- _WORK TO BE COMPLETED_:
Your reply should reproduce each line below exactly and carry none of the pictures.

----

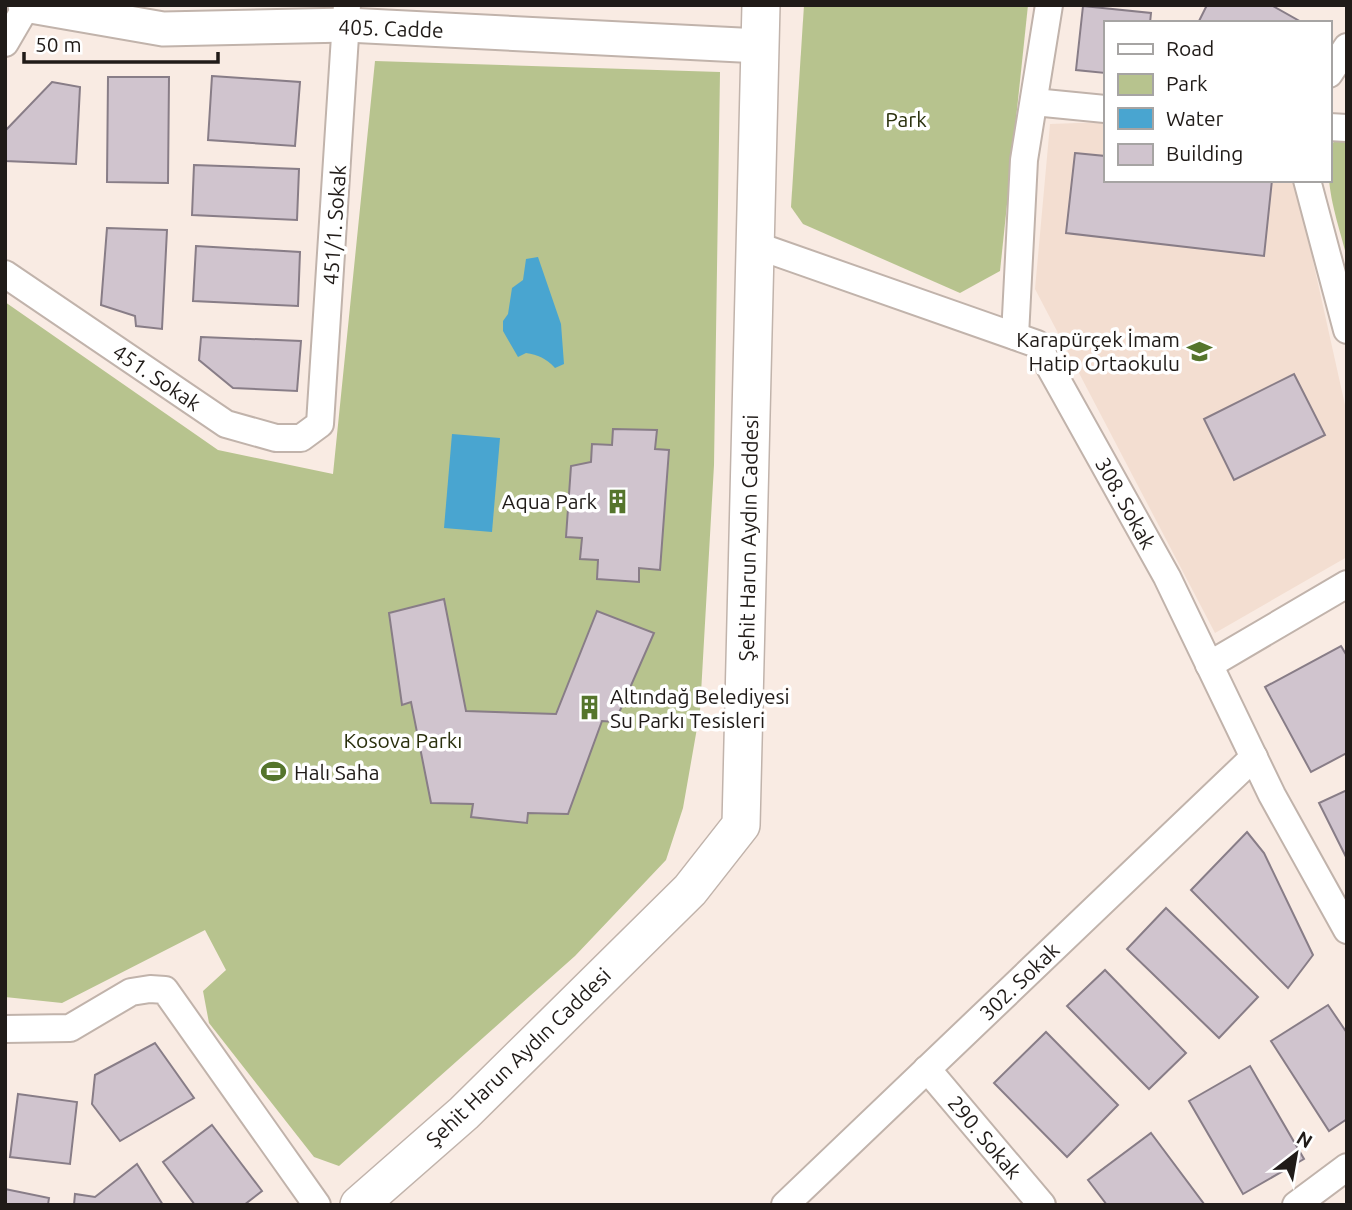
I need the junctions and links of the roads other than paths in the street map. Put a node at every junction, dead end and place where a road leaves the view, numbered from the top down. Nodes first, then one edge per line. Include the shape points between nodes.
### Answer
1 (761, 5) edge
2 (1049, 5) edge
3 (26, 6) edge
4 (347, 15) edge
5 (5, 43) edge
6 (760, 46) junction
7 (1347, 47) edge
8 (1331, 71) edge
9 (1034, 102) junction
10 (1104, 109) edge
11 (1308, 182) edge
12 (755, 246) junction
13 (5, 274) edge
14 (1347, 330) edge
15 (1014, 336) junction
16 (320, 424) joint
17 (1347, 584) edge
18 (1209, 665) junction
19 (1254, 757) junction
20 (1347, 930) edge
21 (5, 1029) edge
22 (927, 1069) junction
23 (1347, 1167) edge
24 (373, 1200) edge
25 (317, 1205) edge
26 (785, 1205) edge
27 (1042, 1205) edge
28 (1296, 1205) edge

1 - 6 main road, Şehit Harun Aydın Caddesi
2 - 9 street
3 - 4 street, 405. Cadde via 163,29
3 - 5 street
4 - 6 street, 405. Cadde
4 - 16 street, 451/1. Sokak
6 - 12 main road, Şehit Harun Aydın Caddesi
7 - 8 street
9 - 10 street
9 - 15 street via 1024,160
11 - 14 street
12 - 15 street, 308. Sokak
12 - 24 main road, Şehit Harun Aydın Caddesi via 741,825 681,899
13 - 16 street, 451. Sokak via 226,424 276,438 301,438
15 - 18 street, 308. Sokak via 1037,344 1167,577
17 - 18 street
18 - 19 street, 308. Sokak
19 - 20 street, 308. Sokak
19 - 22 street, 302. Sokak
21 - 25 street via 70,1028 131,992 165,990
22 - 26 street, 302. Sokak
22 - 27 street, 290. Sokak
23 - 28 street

----

- _WRITTEN ANSWER_:
I need the junctions and links of the roads other than paths in the street map. Put a node at every junction, dead end and place where a road leaves the view, numbered from the top down. Nodes first, then one edge per line. Include the shape points between nodes.
### Answer
1 (761, 5) edge
2 (1049, 5) edge
3 (26, 6) edge
4 (347, 15) edge
5 (5, 43) edge
6 (760, 46) junction
7 (1347, 47) edge
8 (1331, 71) edge
9 (1034, 102) junction
10 (1104, 109) edge
11 (1308, 182) edge
12 (755, 246) junction
13 (5, 274) edge
14 (1347, 330) edge
15 (1014, 336) junction
16 (320, 424) joint
17 (1347, 584) edge
18 (1209, 665) junction
19 (1254, 757) junction
20 (1347, 930) edge
21 (5, 1029) edge
22 (927, 1069) junction
23 (1347, 1167) edge
24 (373, 1200) edge
25 (317, 1205) edge
26 (785, 1205) edge
27 (1042, 1205) edge
28 (1296, 1205) edge

1 - 6 main road, Şehit Harun Aydın Caddesi
2 - 9 street
3 - 4 street, 405. Cadde via 163,29
3 - 5 street
4 - 6 street, 405. Cadde
4 - 16 street, 451/1. Sokak
6 - 12 main road, Şehit Harun Aydın Caddesi
7 - 8 street
9 - 10 street
9 - 15 street via 1024,160
11 - 14 street
12 - 15 street, 308. Sokak
12 - 24 main road, Şehit Harun Aydın Caddesi via 741,825 681,899
13 - 16 street, 451. Sokak via 226,424 276,438 301,438
15 - 18 street, 308. Sokak via 1037,344 1167,577
17 - 18 street
18 - 19 street, 308. Sokak
19 - 20 street, 308. Sokak
19 - 22 street, 302. Sokak
21 - 25 street via 70,1028 131,992 165,990
22 - 26 street, 302. Sokak
22 - 27 street, 290. Sokak
23 - 28 street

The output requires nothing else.